- Lt. Theo Kojak: [to Crocker] Hey look, I know you haven't slept in a couple of nights, okay, but you stick with it. We gotta get this jellybean off the streets before he empties them.
- Detective 'Chic' Chiccaloni: Tell me about this man that threatened you.
- Eloise: Oh, he didn't threaten me, Eric just over-reacted.
- Eric: No, he threatened! I heard. That was a bona fide death threat!
- Eloise: Well you could say he technically threatened me, but actually, he's a very gentle man. A vegetarian.
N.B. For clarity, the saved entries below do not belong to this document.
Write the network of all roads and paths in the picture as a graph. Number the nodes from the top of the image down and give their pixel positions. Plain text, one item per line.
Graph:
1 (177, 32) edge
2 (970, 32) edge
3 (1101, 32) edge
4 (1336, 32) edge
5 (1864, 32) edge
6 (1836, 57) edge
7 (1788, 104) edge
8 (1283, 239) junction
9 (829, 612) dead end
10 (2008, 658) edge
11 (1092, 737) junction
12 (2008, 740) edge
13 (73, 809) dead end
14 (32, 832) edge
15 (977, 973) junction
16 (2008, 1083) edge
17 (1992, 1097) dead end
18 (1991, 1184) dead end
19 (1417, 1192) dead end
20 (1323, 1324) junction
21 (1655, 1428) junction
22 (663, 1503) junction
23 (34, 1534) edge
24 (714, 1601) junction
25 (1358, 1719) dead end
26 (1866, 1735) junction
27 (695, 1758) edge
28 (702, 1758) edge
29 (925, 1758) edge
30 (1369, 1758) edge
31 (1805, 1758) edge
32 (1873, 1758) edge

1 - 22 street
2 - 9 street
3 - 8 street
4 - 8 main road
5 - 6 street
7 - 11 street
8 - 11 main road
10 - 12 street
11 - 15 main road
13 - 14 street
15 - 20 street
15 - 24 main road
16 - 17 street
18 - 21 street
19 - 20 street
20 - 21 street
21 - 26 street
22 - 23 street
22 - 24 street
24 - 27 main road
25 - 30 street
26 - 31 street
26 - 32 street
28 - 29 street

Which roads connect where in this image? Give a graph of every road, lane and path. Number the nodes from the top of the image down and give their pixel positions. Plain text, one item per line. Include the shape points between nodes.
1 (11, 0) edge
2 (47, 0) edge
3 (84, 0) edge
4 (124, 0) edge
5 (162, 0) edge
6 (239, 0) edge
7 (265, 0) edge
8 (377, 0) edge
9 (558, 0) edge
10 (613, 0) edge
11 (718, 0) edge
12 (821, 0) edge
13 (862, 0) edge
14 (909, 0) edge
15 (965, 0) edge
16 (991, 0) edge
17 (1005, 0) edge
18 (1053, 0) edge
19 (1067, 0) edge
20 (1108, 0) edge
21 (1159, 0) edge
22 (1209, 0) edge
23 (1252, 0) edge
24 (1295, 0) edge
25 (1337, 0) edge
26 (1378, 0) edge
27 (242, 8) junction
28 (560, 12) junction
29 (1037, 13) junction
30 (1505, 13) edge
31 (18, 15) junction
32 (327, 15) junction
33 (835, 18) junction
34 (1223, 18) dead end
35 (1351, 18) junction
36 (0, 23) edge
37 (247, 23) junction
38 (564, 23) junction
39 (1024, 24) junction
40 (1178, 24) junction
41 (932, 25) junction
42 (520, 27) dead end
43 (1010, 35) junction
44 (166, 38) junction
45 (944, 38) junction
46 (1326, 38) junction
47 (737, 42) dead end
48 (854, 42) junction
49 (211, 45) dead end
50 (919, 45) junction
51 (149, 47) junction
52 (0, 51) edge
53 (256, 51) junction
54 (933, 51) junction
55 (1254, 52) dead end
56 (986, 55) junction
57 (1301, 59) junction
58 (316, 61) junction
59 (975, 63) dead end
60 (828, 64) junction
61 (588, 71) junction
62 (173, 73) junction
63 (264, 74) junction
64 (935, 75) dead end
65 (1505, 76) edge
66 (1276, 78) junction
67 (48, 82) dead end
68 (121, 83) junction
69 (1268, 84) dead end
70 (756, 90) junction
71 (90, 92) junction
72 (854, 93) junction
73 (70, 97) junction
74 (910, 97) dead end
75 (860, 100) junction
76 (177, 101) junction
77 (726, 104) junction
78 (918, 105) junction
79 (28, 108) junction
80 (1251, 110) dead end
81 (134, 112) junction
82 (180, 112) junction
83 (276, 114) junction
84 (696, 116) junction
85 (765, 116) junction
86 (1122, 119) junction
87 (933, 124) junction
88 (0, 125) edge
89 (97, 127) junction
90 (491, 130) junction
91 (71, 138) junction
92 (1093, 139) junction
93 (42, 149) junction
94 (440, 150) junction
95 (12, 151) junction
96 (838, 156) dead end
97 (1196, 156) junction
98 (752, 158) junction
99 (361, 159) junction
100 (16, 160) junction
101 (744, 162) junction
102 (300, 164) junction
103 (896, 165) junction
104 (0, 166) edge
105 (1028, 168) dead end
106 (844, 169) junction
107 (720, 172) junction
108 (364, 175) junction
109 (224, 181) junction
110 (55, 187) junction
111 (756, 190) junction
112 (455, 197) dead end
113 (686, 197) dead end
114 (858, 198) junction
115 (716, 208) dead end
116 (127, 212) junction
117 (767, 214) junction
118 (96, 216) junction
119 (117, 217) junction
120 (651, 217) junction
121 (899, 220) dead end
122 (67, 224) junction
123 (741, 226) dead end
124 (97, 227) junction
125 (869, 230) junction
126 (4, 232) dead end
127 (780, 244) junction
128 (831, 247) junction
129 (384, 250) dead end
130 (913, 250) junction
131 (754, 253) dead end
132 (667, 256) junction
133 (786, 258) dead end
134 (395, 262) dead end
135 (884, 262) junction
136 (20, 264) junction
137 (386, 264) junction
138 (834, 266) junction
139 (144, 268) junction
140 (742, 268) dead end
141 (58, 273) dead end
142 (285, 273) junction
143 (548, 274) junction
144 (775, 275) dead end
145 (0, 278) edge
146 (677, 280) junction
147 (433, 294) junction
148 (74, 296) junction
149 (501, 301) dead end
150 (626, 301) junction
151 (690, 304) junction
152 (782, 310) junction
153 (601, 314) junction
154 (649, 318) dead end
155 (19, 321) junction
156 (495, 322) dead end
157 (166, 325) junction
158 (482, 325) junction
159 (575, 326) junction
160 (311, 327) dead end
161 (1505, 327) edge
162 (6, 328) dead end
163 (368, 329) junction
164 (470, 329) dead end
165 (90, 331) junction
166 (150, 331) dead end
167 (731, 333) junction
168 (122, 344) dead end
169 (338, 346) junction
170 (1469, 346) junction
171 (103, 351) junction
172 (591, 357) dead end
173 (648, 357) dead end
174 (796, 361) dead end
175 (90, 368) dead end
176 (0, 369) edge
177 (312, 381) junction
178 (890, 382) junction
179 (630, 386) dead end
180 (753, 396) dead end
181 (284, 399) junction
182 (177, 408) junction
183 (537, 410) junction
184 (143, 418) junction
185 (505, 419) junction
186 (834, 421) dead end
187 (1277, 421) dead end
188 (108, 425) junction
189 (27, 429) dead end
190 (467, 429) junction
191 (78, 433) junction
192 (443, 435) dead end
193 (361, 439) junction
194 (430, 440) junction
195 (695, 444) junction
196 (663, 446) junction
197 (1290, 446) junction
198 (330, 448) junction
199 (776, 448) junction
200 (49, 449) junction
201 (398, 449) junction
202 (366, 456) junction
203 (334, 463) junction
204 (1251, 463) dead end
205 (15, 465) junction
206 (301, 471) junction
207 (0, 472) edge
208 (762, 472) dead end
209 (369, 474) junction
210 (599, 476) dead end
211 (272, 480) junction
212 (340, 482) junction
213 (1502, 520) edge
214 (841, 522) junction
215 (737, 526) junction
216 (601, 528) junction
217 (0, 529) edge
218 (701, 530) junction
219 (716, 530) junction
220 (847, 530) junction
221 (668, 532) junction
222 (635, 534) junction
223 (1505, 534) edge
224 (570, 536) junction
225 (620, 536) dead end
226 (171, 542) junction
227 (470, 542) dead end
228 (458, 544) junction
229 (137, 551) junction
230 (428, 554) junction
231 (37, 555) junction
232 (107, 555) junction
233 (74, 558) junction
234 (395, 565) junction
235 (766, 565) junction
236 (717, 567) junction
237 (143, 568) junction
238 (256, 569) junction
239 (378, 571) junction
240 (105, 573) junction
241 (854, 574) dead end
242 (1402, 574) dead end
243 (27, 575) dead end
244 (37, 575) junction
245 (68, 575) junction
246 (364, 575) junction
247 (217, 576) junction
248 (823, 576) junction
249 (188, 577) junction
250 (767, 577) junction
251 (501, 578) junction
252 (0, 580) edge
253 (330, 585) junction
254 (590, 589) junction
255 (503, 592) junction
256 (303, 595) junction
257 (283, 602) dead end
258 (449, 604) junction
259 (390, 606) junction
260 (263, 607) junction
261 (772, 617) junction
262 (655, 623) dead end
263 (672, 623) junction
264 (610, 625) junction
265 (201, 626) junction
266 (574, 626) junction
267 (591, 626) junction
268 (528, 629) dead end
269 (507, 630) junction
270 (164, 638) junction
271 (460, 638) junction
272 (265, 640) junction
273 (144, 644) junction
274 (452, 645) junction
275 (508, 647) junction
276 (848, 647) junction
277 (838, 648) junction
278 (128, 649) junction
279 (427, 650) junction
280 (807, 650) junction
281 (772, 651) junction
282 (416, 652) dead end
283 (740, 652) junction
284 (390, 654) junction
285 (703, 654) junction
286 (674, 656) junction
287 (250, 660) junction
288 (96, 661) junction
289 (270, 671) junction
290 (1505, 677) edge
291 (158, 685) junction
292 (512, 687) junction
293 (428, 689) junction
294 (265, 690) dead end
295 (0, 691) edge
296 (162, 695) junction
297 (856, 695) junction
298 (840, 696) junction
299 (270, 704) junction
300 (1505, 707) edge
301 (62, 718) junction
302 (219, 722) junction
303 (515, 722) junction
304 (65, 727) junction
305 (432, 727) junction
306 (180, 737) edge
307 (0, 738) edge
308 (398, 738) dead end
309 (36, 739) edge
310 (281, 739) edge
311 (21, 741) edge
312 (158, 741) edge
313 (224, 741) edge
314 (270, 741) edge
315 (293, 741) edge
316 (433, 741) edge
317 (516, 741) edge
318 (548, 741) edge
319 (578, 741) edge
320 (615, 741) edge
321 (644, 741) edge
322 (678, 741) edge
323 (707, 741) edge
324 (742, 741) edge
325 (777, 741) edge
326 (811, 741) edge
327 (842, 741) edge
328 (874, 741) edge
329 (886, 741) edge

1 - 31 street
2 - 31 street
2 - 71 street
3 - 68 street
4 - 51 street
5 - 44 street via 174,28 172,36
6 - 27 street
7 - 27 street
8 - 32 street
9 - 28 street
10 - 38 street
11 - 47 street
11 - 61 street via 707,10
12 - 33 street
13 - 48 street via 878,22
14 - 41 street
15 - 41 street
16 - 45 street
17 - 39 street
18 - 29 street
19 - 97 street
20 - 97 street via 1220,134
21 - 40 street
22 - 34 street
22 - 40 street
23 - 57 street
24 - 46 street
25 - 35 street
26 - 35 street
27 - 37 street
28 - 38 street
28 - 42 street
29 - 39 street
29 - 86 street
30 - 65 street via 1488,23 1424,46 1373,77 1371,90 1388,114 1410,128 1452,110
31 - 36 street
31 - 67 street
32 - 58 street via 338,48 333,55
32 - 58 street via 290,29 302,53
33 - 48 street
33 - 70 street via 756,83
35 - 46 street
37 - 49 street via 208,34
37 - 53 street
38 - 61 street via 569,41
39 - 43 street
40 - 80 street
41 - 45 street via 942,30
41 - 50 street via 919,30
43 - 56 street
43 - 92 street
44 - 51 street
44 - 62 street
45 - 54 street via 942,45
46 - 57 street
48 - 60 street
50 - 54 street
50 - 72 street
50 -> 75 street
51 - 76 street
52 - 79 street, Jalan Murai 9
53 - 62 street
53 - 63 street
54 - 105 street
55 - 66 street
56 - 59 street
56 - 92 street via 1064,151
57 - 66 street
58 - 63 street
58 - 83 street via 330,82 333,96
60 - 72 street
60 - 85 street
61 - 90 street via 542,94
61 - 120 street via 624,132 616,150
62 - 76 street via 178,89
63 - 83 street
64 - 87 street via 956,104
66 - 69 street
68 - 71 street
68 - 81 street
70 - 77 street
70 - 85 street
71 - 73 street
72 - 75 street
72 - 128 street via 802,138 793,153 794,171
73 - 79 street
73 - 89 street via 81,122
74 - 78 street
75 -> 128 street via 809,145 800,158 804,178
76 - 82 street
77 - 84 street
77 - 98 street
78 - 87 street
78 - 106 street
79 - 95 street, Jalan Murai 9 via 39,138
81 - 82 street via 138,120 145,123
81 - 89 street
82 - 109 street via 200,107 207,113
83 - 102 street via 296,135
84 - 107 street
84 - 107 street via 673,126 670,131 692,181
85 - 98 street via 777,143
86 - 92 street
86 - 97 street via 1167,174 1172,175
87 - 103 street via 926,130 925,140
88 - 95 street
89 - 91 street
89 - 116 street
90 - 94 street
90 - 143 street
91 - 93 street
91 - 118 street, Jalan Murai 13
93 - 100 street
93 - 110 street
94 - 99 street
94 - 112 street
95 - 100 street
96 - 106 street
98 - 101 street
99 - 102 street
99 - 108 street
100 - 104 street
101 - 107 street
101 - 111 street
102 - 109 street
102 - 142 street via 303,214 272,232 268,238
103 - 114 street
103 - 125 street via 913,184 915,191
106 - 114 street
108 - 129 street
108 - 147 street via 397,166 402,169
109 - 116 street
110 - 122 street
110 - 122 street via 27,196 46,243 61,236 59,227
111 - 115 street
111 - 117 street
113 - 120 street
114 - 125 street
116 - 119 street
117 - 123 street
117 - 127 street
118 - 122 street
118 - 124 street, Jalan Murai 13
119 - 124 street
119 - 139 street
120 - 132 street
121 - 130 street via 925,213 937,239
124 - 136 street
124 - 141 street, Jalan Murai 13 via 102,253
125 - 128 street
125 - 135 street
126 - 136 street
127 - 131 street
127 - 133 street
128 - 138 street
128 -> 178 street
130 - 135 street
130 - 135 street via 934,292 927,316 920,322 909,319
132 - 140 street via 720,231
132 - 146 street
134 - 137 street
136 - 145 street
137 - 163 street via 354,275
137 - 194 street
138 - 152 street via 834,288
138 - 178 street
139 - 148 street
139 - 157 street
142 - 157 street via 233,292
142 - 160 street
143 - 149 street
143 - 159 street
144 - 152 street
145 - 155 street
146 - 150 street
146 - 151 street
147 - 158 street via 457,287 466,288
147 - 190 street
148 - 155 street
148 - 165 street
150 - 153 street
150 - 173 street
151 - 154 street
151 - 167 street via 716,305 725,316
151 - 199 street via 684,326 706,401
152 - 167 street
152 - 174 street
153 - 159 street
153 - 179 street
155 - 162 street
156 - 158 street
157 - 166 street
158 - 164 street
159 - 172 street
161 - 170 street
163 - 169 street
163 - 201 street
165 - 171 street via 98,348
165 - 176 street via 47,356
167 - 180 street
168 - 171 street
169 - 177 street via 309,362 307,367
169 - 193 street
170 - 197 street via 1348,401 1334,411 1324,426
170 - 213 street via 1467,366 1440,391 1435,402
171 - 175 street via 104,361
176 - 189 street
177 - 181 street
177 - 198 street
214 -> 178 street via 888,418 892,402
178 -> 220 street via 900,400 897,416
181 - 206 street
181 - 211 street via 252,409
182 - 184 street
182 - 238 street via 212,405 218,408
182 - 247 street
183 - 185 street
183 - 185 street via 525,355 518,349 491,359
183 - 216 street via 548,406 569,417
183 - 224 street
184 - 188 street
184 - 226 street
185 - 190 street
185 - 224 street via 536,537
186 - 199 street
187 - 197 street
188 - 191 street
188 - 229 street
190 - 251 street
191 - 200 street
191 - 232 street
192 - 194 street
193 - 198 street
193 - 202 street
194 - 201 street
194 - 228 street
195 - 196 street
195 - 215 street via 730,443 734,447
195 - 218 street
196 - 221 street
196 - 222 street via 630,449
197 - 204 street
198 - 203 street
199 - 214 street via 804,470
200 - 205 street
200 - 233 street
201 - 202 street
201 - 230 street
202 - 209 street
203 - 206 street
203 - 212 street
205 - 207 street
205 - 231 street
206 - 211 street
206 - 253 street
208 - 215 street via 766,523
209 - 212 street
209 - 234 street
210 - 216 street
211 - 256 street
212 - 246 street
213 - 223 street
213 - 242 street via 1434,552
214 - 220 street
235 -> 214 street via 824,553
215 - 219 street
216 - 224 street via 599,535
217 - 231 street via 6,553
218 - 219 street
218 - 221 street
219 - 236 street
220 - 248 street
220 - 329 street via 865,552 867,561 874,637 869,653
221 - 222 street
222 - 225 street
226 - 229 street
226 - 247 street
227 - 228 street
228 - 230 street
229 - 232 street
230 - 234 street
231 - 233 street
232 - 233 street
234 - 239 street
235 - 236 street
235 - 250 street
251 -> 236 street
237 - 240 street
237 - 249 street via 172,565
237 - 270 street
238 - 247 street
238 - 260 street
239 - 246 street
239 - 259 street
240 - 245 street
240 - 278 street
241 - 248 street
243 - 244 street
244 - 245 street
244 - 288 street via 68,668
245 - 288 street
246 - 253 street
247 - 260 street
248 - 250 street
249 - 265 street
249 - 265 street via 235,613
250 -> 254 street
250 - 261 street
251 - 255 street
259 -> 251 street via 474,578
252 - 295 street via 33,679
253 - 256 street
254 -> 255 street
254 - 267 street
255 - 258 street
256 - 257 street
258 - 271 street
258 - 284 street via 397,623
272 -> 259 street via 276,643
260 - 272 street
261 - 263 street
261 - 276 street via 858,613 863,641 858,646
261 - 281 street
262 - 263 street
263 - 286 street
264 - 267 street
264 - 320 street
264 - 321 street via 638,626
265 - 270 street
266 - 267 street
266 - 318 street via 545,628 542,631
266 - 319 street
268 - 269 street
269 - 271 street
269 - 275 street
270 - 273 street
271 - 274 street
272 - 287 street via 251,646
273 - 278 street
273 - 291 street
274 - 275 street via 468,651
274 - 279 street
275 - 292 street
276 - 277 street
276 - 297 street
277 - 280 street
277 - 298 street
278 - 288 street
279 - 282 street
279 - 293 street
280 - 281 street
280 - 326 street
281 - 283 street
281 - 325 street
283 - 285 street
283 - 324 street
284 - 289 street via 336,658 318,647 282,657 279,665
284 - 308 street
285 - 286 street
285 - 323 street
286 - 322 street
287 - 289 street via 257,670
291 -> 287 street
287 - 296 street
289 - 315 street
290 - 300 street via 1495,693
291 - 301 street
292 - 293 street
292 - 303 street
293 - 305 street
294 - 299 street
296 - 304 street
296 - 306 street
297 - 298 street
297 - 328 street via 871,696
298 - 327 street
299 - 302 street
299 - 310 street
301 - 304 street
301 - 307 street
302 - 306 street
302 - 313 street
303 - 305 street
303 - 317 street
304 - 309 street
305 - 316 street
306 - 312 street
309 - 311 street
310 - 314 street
- Eric: You're too trusting, Eloise. she's too trusting. A vegetarian, okay, but so is a gorilla!
- Eric: I can't call Eloise off a massage. A massage is like music, you know? You get it going, you gotta keep it going.
- Detective 'Chic' Chiccaloni: You keep it going while I talk to her, okay?
- Lt. Theo Kojak: Do you know your blood type?
- Ted Strong: Yeah. Type O.
- Lt. Theo Kojak: Type O, that's a nice color.
- Det. Cahan: Mr. Deerfield, you give pens away for promotion, don't you?
- Deerfield: [quite tipsy] Only a few. Just had two dozen made up for my closest and dearest friends and business associates. Would you, would y- Would you want one?
- Lt. Theo Kojak: You know, any man that can put so much violence and sex into a piece of stone, he doesn't have to violate flesh. He gets his kicks with his hammer and chisel.
- Capt. Frank McNeil: The Commissioner's gonna violate you with a hammer and chisel if we don't tie a can on this.
- Lt. Theo Kojak: [the Excalibur killer has been caught, but Kojak thinks he's a phoney] Oh, you didn't see him, Mac. He looked like yesterday's newspaper puy in a garbage can and thrown away. The only way a guy like that can get into a singles bar is with a cannon.